There were like-minded comrades around the world—and in Russia, some of these were able to lead a successful revolution in 1917. As Luxemburg wrote in celebration of the revolution:
All the revolutionary honor and capacity which western Social-Democracy lacked was represented by the Bolsheviks. Their October uprising was not only the actual salvation of the Russian Revolution; it was also the salvation of the honor of international socialism…Whatever a party could offer of courage, revolutionary farsightedness and consistency in an historic hour, Lenin, Trotsky and all the other comrades have given in good measure.
Yet she was critical of the Bolsheviks’ glorification of authoritarian practices when confronted with a brutal civil war.
“Socialist democracy is not something which begins only in the promised land after the foundations of socialist economy are created,” she argued. “It does not come as some sort of Christmas present for the worthy people who, in the interim, have loyally supported a handful of socialist dictators.”

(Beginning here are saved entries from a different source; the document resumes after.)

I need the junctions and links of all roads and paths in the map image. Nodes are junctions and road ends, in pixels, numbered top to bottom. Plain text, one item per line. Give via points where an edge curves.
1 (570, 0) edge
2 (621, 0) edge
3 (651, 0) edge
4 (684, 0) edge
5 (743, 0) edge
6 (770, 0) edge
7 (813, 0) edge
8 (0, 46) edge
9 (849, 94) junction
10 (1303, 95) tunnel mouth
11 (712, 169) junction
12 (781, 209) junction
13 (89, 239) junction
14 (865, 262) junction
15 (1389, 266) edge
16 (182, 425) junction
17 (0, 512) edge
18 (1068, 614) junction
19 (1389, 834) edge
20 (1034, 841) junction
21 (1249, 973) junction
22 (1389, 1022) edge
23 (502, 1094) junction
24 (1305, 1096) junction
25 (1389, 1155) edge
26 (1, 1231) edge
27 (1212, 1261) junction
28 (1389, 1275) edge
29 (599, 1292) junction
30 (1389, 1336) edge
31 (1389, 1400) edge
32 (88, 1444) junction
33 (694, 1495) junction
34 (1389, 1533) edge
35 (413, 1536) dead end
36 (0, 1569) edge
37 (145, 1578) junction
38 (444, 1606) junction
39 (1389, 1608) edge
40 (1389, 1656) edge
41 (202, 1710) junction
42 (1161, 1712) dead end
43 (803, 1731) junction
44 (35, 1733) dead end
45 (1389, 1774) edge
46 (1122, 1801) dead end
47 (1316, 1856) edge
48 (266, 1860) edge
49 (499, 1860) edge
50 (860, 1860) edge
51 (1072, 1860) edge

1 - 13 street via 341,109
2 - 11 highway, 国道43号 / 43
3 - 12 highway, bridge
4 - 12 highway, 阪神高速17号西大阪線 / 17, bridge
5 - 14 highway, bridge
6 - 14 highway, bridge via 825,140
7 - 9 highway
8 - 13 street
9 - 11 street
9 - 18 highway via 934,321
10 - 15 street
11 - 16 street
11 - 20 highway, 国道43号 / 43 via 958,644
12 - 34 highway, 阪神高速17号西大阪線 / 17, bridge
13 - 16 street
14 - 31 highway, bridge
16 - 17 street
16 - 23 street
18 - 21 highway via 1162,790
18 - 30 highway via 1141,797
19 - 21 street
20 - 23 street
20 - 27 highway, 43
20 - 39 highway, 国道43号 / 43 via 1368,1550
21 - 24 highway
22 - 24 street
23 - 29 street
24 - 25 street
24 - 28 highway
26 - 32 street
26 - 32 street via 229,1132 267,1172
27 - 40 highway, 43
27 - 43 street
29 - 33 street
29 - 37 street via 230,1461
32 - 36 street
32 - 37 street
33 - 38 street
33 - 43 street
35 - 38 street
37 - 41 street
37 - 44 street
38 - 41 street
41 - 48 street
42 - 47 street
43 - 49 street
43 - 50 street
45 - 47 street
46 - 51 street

Luxemburg insisted that the best way to help the Russian Revolution remain true to its initial democratic and socialist ideals was for other workers’ movements to end their Russian comrades’ terrible isolation by making revolutions in their own countries.
But revolutionary hopes and possibilities in Germany were betrayed by opportunistic, deal-making social democratic leaders, who supported the repression and murder of revolutionaries like Luxemburg.
Capitalist elites ultimately backed the fascism of Mussolini and Hitler, whose grim qualities were matched—thanks to revolutionary Russia’s isolation—by the Stalin dictatorship’s barbaric corruption of the communist movement. An even more devastating Second World War engulfed the planet, followed by decades of instability, violence, cultural and environmental degradation.
Yet amid what some have perceived as a downward slide into barbarism, many have continued to be inspired by the last words Red Rosa wrote: “Tomorrow the revolution…will proclaim with trumpets blazing: I was, I am, I shall be.”